Thursday, June 9, 2016


Skellig Michael, May 2016

MY FAMILY LEFT IRELAND OVER ONE HUNDRED AND FIFTY YEARS AGO and as of last week I was the first one I know of who returned. It felt momentous, and if I wasn't jet-lagged I might have felt it a bit more. I was there for a travel junket to County Kerry and the Skellig Islands, traveling on a bus with an international group of reporters, and if you've ever done one of these things, you'll know it's all a bit whirlwind; these photos are snapshots of things I caught in passing, usually while walking back to the bus.

Glasnevin Cemetery, Dublin, May 2016
Dublin, June 2016

I've returned to travel journalism again after several years away. I enjoy traveling - a lot. I doubt if everything I'll do will be as rich in photo opportunities as this trip to Ireland (our main destination is famous for being visually dramatic - a UNESCO World Heritage Site and a location in the new Star Wars films) but I'm grateful nonetheless for the chance to take my cameras with me to places I'd probably never go if someone wasn't paying for me to be there.

Portmagee, May 2016

The urge to produce postcards is palpable - it's usually part of the assignment - so I try to wander off whenever I can to find the sorts of things I shoot at home; those bits of urban landscape that look the same everywhere except for the dimensions of the houses and the makes of the cars.

Skellig Michael, May 2016

Then, of course, there are the places that look like nowhere else. It's lovely, of course, to point your camera in almost any direction and see something that prompts you to hit the shutter, but it doesn't take long before you start thinking "this is too easy," and start looking for something no one else is shooting.

Geokaun Mountain, June 2016
Knightstown, June 2016

I was definitely wrong-footed by the clear, cloudless skies that persisted for almost the whole week I was in Ireland. I had been told to bring plenty of rain gear (which remained in my suitcase) and had pre-visualized overcast light and low, heavy clouds.

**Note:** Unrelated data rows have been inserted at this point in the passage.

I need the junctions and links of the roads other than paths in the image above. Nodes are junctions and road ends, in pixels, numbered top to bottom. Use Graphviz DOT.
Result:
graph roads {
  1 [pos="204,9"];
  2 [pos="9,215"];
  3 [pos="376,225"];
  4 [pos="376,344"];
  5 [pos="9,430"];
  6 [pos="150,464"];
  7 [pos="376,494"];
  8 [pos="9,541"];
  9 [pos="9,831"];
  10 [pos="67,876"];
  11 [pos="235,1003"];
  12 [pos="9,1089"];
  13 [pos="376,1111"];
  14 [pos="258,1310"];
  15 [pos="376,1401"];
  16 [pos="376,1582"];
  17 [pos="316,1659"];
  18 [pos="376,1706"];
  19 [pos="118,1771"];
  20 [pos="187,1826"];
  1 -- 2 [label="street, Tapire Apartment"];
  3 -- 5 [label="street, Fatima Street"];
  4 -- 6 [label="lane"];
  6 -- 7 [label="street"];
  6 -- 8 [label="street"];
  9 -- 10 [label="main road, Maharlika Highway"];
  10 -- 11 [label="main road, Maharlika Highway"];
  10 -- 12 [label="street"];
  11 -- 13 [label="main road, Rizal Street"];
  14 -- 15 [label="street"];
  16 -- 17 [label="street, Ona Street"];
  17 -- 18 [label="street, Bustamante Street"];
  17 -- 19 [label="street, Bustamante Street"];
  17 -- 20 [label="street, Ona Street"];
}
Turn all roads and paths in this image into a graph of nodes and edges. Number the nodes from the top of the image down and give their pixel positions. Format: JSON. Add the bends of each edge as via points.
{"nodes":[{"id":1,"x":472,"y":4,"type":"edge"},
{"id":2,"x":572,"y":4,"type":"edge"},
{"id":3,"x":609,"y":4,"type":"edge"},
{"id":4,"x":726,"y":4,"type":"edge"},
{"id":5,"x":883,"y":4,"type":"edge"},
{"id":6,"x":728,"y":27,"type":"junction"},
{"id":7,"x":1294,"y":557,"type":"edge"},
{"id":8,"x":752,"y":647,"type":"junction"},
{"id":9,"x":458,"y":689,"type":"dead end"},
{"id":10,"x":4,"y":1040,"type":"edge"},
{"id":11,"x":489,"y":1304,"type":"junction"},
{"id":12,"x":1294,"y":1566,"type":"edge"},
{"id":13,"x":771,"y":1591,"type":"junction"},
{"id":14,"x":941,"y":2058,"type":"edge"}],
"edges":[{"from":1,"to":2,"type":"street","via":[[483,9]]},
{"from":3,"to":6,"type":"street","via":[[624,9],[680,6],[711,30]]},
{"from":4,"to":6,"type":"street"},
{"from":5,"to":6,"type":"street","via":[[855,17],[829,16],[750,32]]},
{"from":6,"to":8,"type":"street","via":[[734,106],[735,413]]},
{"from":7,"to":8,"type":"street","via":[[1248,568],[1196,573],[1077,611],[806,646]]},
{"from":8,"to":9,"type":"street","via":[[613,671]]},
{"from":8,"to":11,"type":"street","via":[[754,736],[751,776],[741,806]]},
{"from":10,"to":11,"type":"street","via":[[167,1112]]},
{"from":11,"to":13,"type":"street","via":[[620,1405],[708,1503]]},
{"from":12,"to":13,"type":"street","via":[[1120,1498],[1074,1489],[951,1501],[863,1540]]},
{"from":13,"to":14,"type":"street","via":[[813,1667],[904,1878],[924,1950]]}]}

From the moment I landed I was greeted with deep blue skies and hard shadows from a relentless sun. I was overjoyed when I woke up in Killarney to see clouds again - wispy and tentative, but clouds notwithstanding.

Ross Castle, June 2016

Some places were drenched in the picturesque, and I'll admit that I dreaded them before I got off the bus. Killarney National Park and the ruins of Ross Castle, in particular, seemed to have been manicured and set-dressed in advance of my arrival. There's a point, though, when you have to just relax into the picturesque, shrug and say that if it was good enough for Constable, it should be good enough for you.

Muckross House, June 2016
Killarney National Park, June 2016

In the end, though, any day spent with a camera is better than a day without one. I probably drank more in that single week than I usually do in a year at home, but the food was surprisingly good and I learned that you can make really good ice cream from Guinness. I'd like to go back again, if only so I can see the place under a cloudy sky, the way I'd imagined it for years before I finally returned.